During the day, the solar panels will power the airship's electric propulsion system, while storing additional electricity for nighttime flights by electrolyzing water into hydrogen. At night, the hydrogen will power the spacecraft via fuel cells.
The spacecraft will be piloted by a team of three: former French astronaut and air force pilot Michel Tognini, paraplegic plane crash survivor and stunt pilot Dorine Bourneton, and serial adventurer and "inspiration" Bertrand Piccard, who successfully completed the first non-stop balloon voyage around the world in 1999, and in 2015-16 drove "Solar Impulse 2" (Solar Impulse 2) for the first 16-and-a-half-month solar flight around the world.

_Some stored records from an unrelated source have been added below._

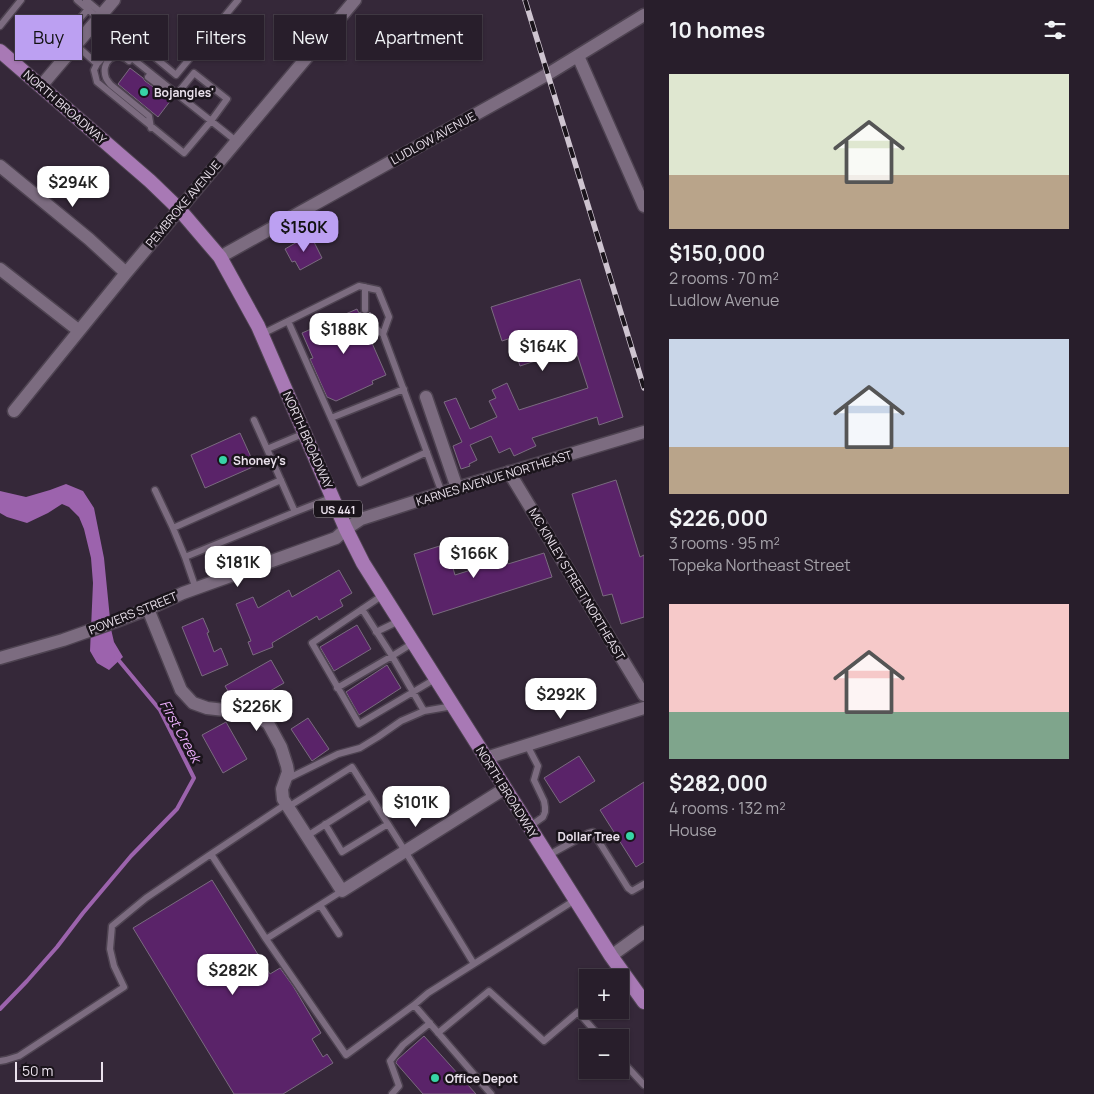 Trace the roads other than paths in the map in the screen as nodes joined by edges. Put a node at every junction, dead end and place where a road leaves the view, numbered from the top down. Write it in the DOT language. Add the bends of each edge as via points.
graph roads {
  1 [pos="21,0"];
  2 [pos="77,0"];
  3 [pos="86,0"];
  4 [pos="114,0"];
  5 [pos="238,0"];
  6 [pos="355,0"];
  7 [pos="88,9"];
  8 [pos="98,15"];
  9 [pos="99,15"];
  10 [pos="101,15"];
  11 [pos="644,15"];
  12 [pos="82,16"];
  13 [pos="0,26"];
  14 [pos="92,26"];
  15 [pos="82,38"];
  16 [pos="82,50"];
  17 [pos="0,51"];
  18 [pos="578,56"];
  19 [pos="63,60"];
  20 [pos="157,60"];
  21 [pos="97,64"];
  22 [pos="41,86"];
  23 [pos="168,88"];
  24 [pos="177,94"];
  25 [pos="211,121"];
  26 [pos="151,128"];
  27 [pos="236,141"];
  28 [pos="0,166"];
  29 [pos="644,206"];
  30 [pos="179,209"];
  31 [pos="220,257"];
  32 [pos="0,269"];
  33 [pos="126,273"];
  34 [pos="365,287"];
  35 [pos="365,310"];
  36 [pos="288,321"];
  37 [pos="371,325"];
  38 [pos="78,330"];
  39 [pos="262,334"];
  40 [pos="384,334"];
  41 [pos="404,389"];
  42 [pos="426,397"];
  43 [pos="14,411"];
  44 [pos="331,418"];
  45 [pos="254,420"];
  46 [pos="644,432"];
  47 [pos="305,433"];
  48 [pos="267,449"];
  49 [pos="427,452"];
  50 [pos="509,472"];
  51 [pos="281,480"];
  52 [pos="457,488"];
  53 [pos="155,490"];
  54 [pos="442,493"];
  55 [pos="333,497"];
  56 [pos="295,512"];
  57 [pos="173,528"];
  58 [pos="346,529"];
  59 [pos="185,557"];
  60 [pos="196,589"];
  61 [pos="383,595"];
  62 [pos="148,609"];
  63 [pos="362,609"];
  64 [pos="399,620"];
  65 [pos="376,632"];
  66 [pos="413,643"];
  67 [pos="392,656"];
  68 [pos="0,658"];
  69 [pos="435,679"];
  70 [pos="337,688"];
  71 [pos="414,692"];
  72 [pos="644,695"];
  73 [pos="453,706"];
  74 [pos="644,708"];
  75 [pos="424,711"];
  76 [pos="527,745"];
  77 [pos="486,758"];
  78 [pos="285,780"];
  79 [pos="504,788"];
  80 [pos="370,796"];
  81 [pos="287,805"];
  82 [pos="325,824"];
  83 [pos="388,824"];
  84 [pos="529,827"];
  85 [pos="306,836"];
  86 [pos="405,851"];
  87 [pos="211,854"];
  88 [pos="548,856"];
  89 [pos="644,884"];
  90 [pos="342,891"];
  91 [pos="575,900"];
  92 [pos="320,905"];
  93 [pos="644,932"];
  94 [pos="338,934"];
  95 [pos="266,939"];
  96 [pos="611,956"];
  97 [pos="474,964"];
  98 [pos="644,1002"];
  99 [pos="414,1005"];
  100 [pos="430,1023"];
  101 [pos="593,1029"];
  102 [pos="438,1033"];
  103 [pos="3,1061"];
  104 [pos="629,1068"];
  105 [pos="644,1085"];
  106 [pos="392,1094"];
  107 [pos="491,1094"];
  1 -- 13 [label="lane"];
  2 -- 7 [label="lane"];
  3 -- 9 [label="lane"];
  4 -- 10 [label="street"];
  5 -- 20 [label="lane" via="176,75"];
  6 -- 27 [label="street, PEMBROKE AVENUE"];
  7 -- 8 [label="lane"];
  7 -- 12 [label="lane"];
  11 -- 18 [label="street, LUDLOW AVENUE"];
  14 -- 15 [label="street"];
  16 -- 21 [label="lane"];
  17 -- 22 [label="main road, NORTH BROADWAY / US 441"];
  18 -- 29 [label="street"];
  18 -- 31 [label="street, LUDLOW AVENUE"];
  19 -- 22 [label="street"];
  21 -- 23 [label="lane" via="108,52 122,50"];
  21 -- 26 [label="lane" via="94,70 97,82"];
  22 -- 30 [label="main road, NORTH BROADWAY / US 441"];
  23 -- 24 [label="lane"];
  23 -- 26 [label="lane" via="160,86 124,56 110,58 105,67 106,78 111,85 149,116"];
  24 -- 25 [label="lane"];
  24 -- 25 [label="lane" via="194,73 227,100"];
  25 -- 26 [label="lane" via="184,153"];
  25 -- 27 [label="lane"];
  27 -- 30 [label="street, PEMBROKE AVENUE"];
  28 -- 33 [label="street" via="89,238"];
  30 -- 31 [label="main road, NORTH BROADWAY / US 441"];
  30 -- 33 [label="street, PEMBROKE AVENUE"];
  31 -- 39 [label="main road, NORTH BROADWAY / US 441"];
  32 -- 38 [label="street"];
  33 -- 38 [label="street, PEMBROKE AVENUE"];
  34 -- 35 [label="lane"];
  34 -- 36 [label="lane" via="359,286"];
  34 -- 40 [label="lane" via="378,290 389,317"];
  36 -- 39 [label="lane"];
  36 -- 44 [label="lane"];
  37 -- 40 [label="lane"];
  38 -- 43 [label="street, PEMBROKE AVENUE"];
  39 -- 47 [label="main road, NORTH BROADWAY / US 441"];
  40 -- 41 [label="lane"];
  41 -- 44 [label="lane"];
  41 -- 49 [label="lane"];
  42 -- 52 [label="street"];
  44 -- 49 [label="lane" via="360,483"];
  45 -- 48 [label="lane"];
  46 -- 50 [label="street, KARNES AVENUE NORTHEAST"];
  47 -- 48 [label="lane"];
  47 -- 55 [label="main road, NORTH BROADWAY / US 441"];
  48 -- 51 [label="lane"];
  49 -- 54 [label="lane"];
  50 -- 52 [label="street, KARNES AVENUE NORTHEAST"];
  50 -- 72 [label="street, MC KINLEY STREET NORTHEAST"];
  51 -- 56 [label="lane"];
  51 -- 57 [label="lane"];
  52 -- 54 [label="street, KARNES AVENUE NORTHEAST"];
  53 -- 57 [label="lane"];
  54 -- 58 [label="street, KARNES AVENUE NORTHEAST" via="361,520"];
  55 -- 56 [label="lane"];
  55 -- 58 [label="main road, NORTH BROADWAY / US 441"];
  56 -- 59 [label="lane"];
  57 -- 59 [label="lane"];
  58 -- 60 [label="street, POWERS STREET" via="336,538"];
  58 -- 61 [label="main road, NORTH BROADWAY / US 441"];
  59 -- 60 [label="lane"];
  60 -- 62 [label="street, POWERS STREET"];
  61 -- 63 [label="lane"];
  61 -- 64 [label="main road, NORTH BROADWAY / US 441"];
  62 -- 68 [label="street, POWERS STREET"];
  62 -- 78 [label="street" via="181,690 193,703 207,708 251,712 268,723 287,766"];
  63 -- 65 [label="lane"];
  63 -- 70 [label="lane" via="312,643"];
  64 -- 65 [label="lane"];
  64 -- 66 [label="main road, NORTH BROADWAY / US 441"];
  65 -- 67 [label="lane"];
  66 -- 67 [label="lane"];
  66 -- 69 [label="main road, NORTH BROADWAY / US 441"];
  67 -- 70 [label="lane"];
  67 -- 71 [label="lane"];
  69 -- 71 [label="lane"];
  69 -- 73 [label="main road, NORTH BROADWAY / US 441"];
  70 -- 71 [label="lane" via="359,724"];
  71 -- 75 [label="lane"];
  73 -- 75 [label="lane"];
  73 -- 77 [label="main road, NORTH BROADWAY / US 441"];
  74 -- 76 [label="street"];
  75 -- 78 [label="lane" via="401,721 360,748 338,754"];
  76 -- 77 [label="street"];
  76 -- 84 [label="lane" via="538,766 534,780 546,812"];
  77 -- 79 [label="main road, NORTH BROADWAY / US 441"];
  78 -- 81 [label="street" via="282,789"];
  79 -- 84 [label="main road, NORTH BROADWAY / US 441"];
  79 -- 86 [label="street"];
  80 -- 81 [label="lane" via="352,768"];
  80 -- 82 [label="lane"];
  80 -- 83 [label="lane"];
  81 -- 85 [label="street"];
  81 -- 87 [label="lane"];
  82 -- 83 [label="lane" via="342,852"];
  82 -- 85 [label="lane"];
  83 -- 86 [label="lane"];
  84 -- 88 [label="main road, NORTH BROADWAY / US 441"];
  85 -- 90 [label="street"];
  86 -- 90 [label="street"];
  86 -- 97 [label="lane"];
  87 -- 95 [label="lane"];
  87 -- 103 [label="lane" via="146,898 112,926 110,950 124,987 19,1056"];
  88 -- 89 [label="lane" via="593,832 628,888 632,891"];
  88 -- 91 [label="main road, NORTH BROADWAY / US 441"];
  90 -- 92 [label="lane"];
  91 -- 96 [label="main road, NORTH BROADWAY / US 441"];
  91 -- 97 [label="lane"];
  92 -- 94 [label="lane"];
  92 -- 95 [label="lane"];
  93 -- 96 [label="street"];
  95 -- 99 [label="lane" via="346,1055"];
  96 -- 98 [label="main road, NORTH BROADWAY / US 441"];
  97 -- 99 [label="lane"];
  99 -- 100 [label="lane"];
  100 -- 102 [label="lane"];
  100 -- 106 [label="lane" via="403,1045 390,1061 399,1086"];
  101 -- 102 [label="lane" via="578,1012 544,1041 488,991"];
  102 -- 107 [label="lane"];
  104 -- 105 [label="lane"];
}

The European airship team expects to reach an average speed of just over 83 km/h (52 mph), which is less than one-tenth the speed of an average fossil-fuel airliner. But airships do have some key advantages -- for example, you can dock and launch anywhere you like, without the need for a runway.

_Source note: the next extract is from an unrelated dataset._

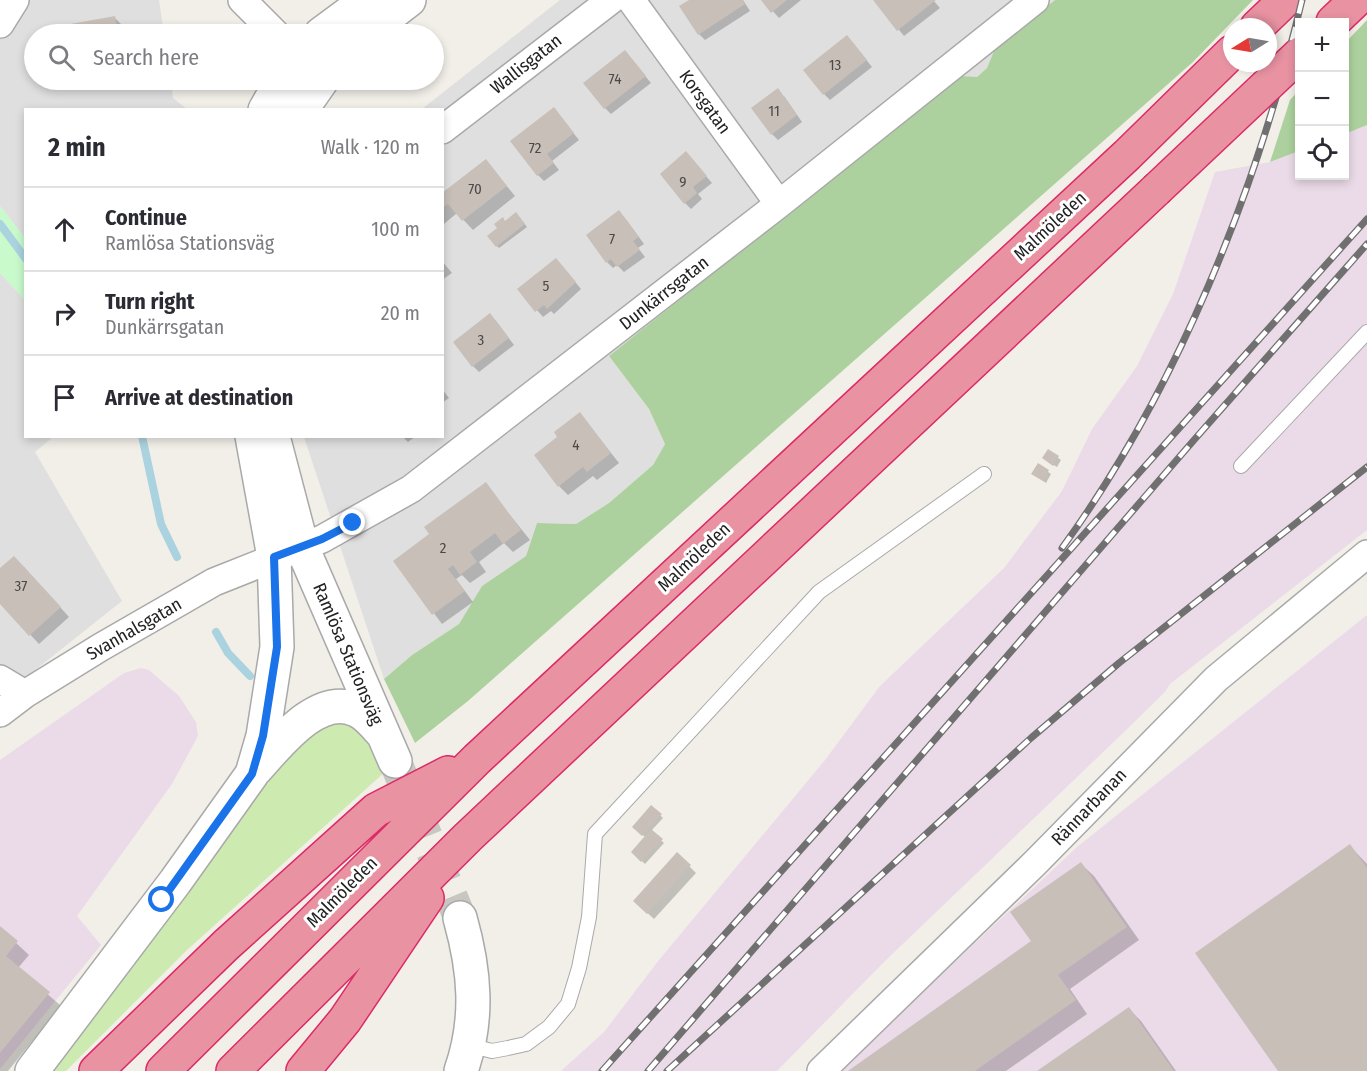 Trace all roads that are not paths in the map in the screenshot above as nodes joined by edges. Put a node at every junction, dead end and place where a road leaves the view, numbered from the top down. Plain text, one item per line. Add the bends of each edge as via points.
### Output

In fact, projects such as AirYacht and bootylicious Airlander aim to resurrect airships as a luxury mode of passenger transport, while others believe that hydrogen-filled airships are the future of zero-emission cargo transport, capable of carrying 8-10 times the capacity of cargo planes, costing only a quarter of the price of cargo planes, and being 10 times faster than freighters.
Solar Airship One is powered by renewable energy, but one of its key components is not. Its rigid structure contains 15 separate envelopes containing a total of 50,000 cubic meters (1.77 million cubic feet) of helium. Fun fact: Helium is the only element on Earth that is completely non-renewable, because when it escapes into the air, it rises directly out of the atmosphere and into space.
The European airship team is preparing for a zero-carbon circumnavigation in 2026, staying near the equator at an altitude of about 6,000 meters (19,700 feet).